Artworks
ARTISTS
PRESS RELEASE:
Dana Zaltzman | Solo Show
Curator: Yaron Haramati
Text: Dr. Smadar Sheffi
Dana Zaltzman encapsulates fragments of time, fragile shards in which the awareness of the transient becomes acute to the point of anxiety. She paints scales in painful detail, absurdly weighing feathers, groundsel flowers, or paper bags, with metal weights on the opposite weighing pan.
The iconography of the “scales of justice” is rooted in Egyptian art. The Book of the Dead describes how the heart of the deceased is weighed on a scale: if the heart is lighter than a feather, the departed is awarded eternal life. Christian iconography depicts the Archangel Gabriel weighing souls on Judgment Day, while medieval painters depicted personified Justice as a blindfolded woman holding a sword and a scale.
Dana Zaltzman’s paintings of scales, like the majority of her works, are devoid of festive tones but are imbued with sumptuousness and a sense of awe. White feathers are not exotic at all, neither are groundsels, which grow wild, their seeds dispersed with a breath of wind. These items fill the glowing pans of the scale, being weight against iron weights, as if challenging them with a combination of hope, innocence, and despair which seem to arise from Zaltzman’s oeuvre – beautiful, painful paintings, with consummate self-awareness.

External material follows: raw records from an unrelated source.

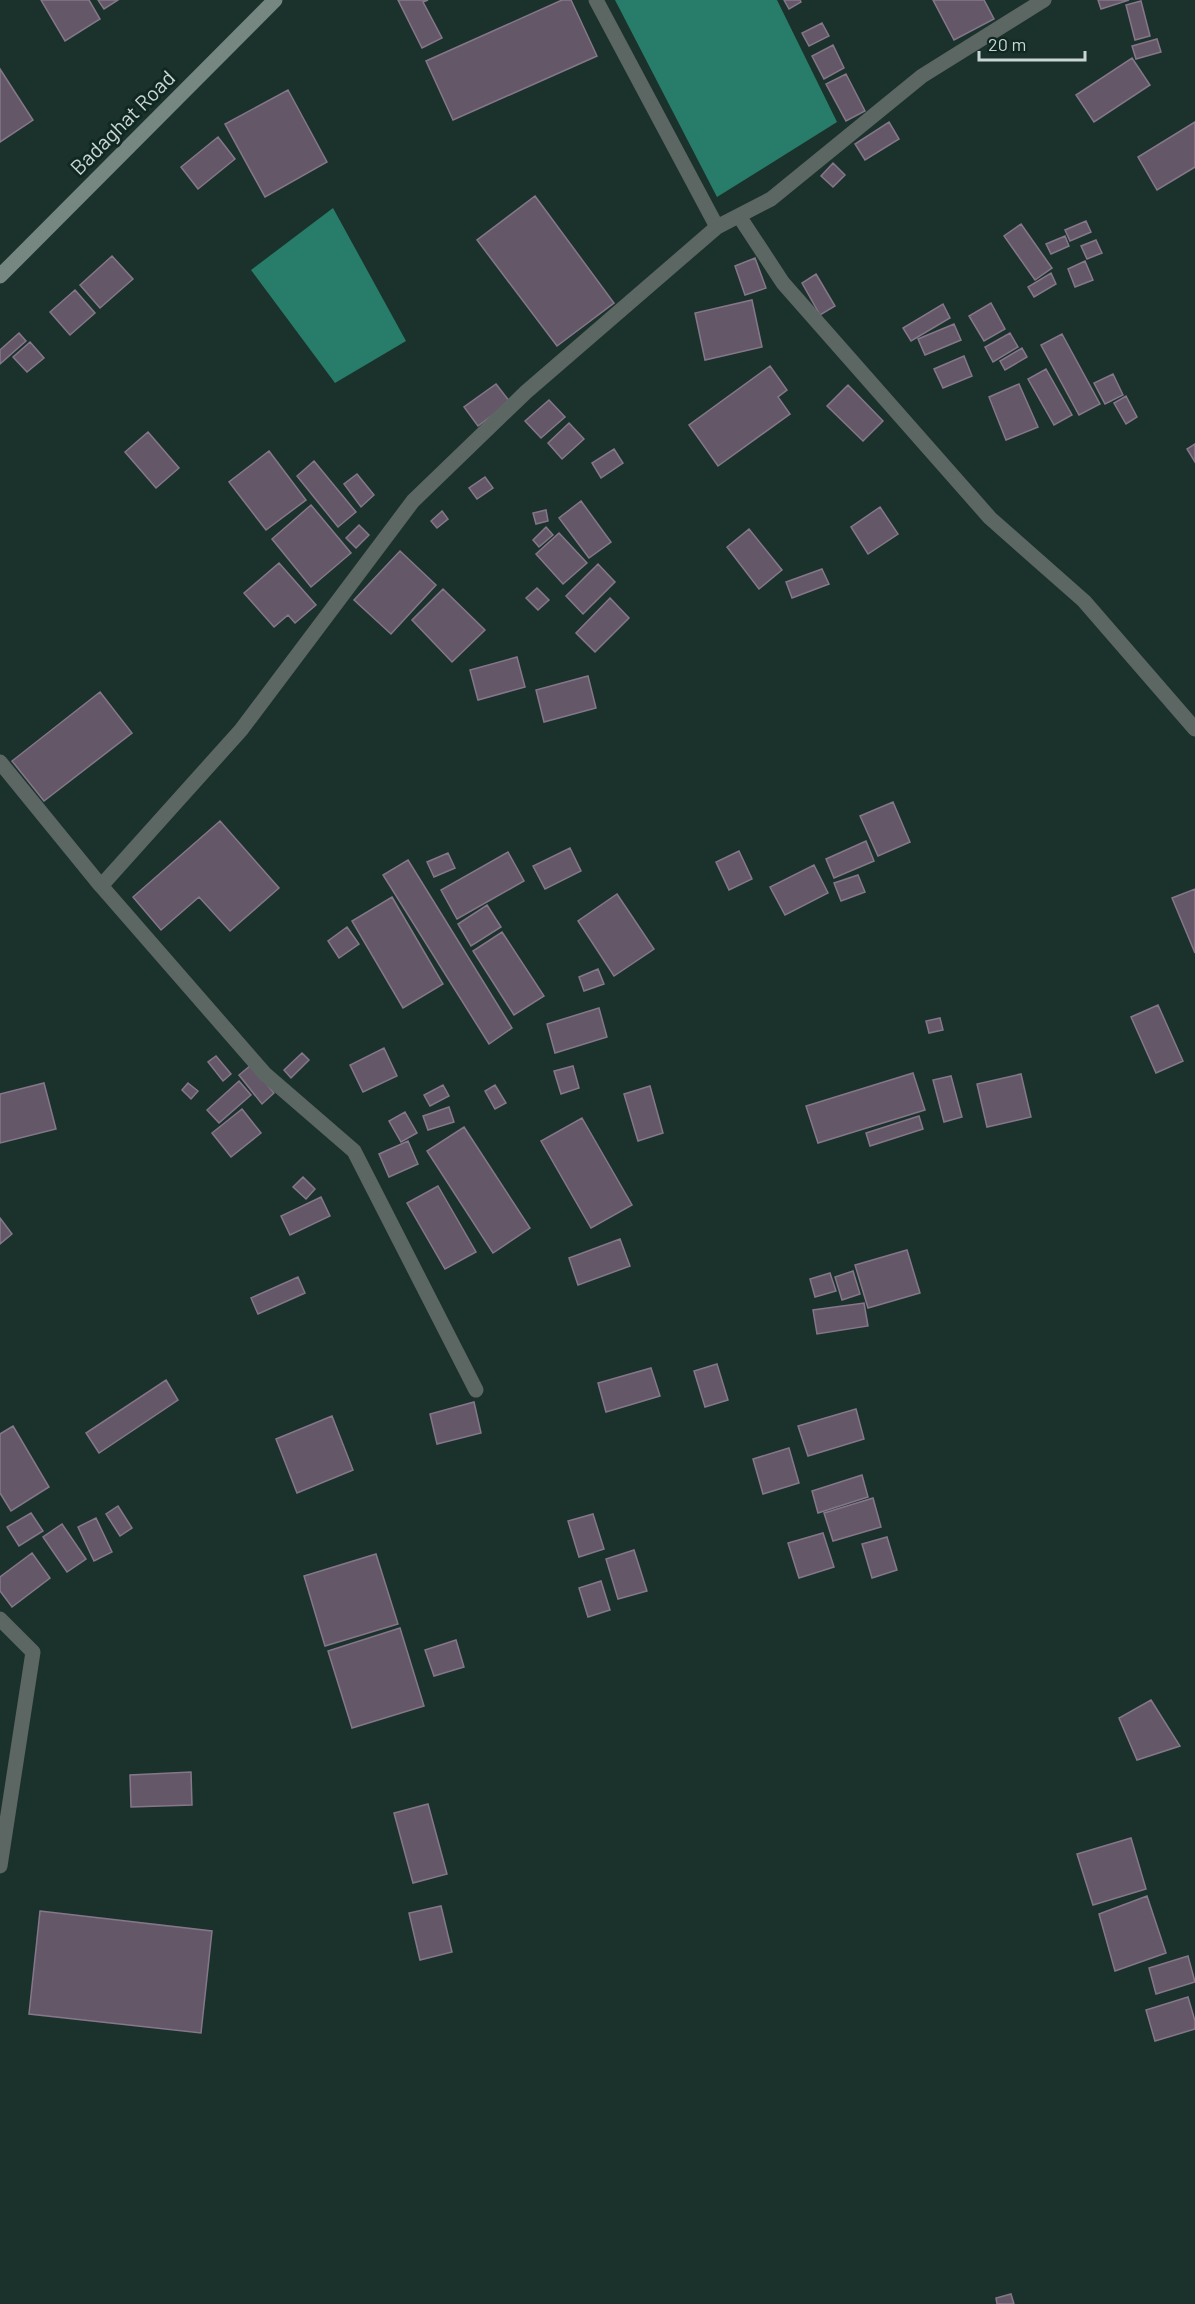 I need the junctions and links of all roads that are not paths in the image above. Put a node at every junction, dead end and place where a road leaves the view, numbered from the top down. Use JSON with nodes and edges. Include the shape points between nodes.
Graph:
{"nodes":[{"id":1,"x":275,"y":0,"type":"edge"},
{"id":2,"x":596,"y":0,"type":"edge"},
{"id":3,"x":1044,"y":0,"type":"edge"},
{"id":4,"x":739,"y":216,"type":"junction"},
{"id":5,"x":717,"y":227,"type":"junction"},
{"id":6,"x":0,"y":276,"type":"edge"},
{"id":7,"x":1195,"y":729,"type":"edge"},
{"id":8,"x":0,"y":762,"type":"edge"},
{"id":9,"x":96,"y":880,"type":"junction"},
{"id":10,"x":476,"y":1390,"type":"dead end"},
{"id":11,"x":0,"y":1619,"type":"edge"},
{"id":12,"x":0,"y":1866,"type":"edge"}],
"edges":[{"from":1,"to":6,"type":"main road","name":"Badaghat Road"},
{"from":2,"to":5,"type":"street"},
{"from":3,"to":4,"type":"street","via":[[922,76],[771,199]]},
{"from":4,"to":5,"type":"street"},
{"from":4,"to":7,"type":"street","via":[[783,283],[990,518],[1084,601]]},
{"from":5,"to":9,"type":"street","via":[[526,392],[413,501],[242,730],[101,886]]},
{"from":8,"to":9,"type":"street"},
{"from":9,"to":10,"type":"street","via":[[265,1074],[354,1151]]},
{"from":11,"to":12,"type":"street","via":[[33,1652]]}]}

Zaltzman has thus been developing her style in relation to art history and contemporary trends. The paintings feature transparent brushwork seems to be hovering over the canvas alongside of crisp rendering of objects. One can almost feel the cold metal or the rough surface of the leaves she depicts, as Zaltzman studies the limitations and lies in reflecting realities. Her ability to create the illusion of objects is amazing, but her goal is not “to hold…the mirror up to nature,” as Shakespeare wrote in Hamlet, describing acting (and art in general).
Zaltzman has created a “twilight zone” of reality and its near disappearance. It is as if she is beseeching viewers through her scales paintings to weigh the vulnerable and transient as compared to the metal, to delight in earthly beauty, and await Judgment Day.
Dana Zaltzman’s (b. 1982, Israel) quest for art education has taken her on a journey off the beaten path of Israeli art. While an art student at the Tel Hai Academic College, she was studying figurative painting in the private studio of Amir Nir on Kibbutz Hagoshrim (2005-2007). She then traveled to Norway to study with Odd Nerdrum, an artist whose works are greatly impacted by Rembrandt and Caravaggio, offering a renewed observation of kitsch. Zaltzman then traveled to Florence to study at the Florence Academy of Art (2009-2012), an American school in Italy, continuing the tradition of 19th century French academic painting.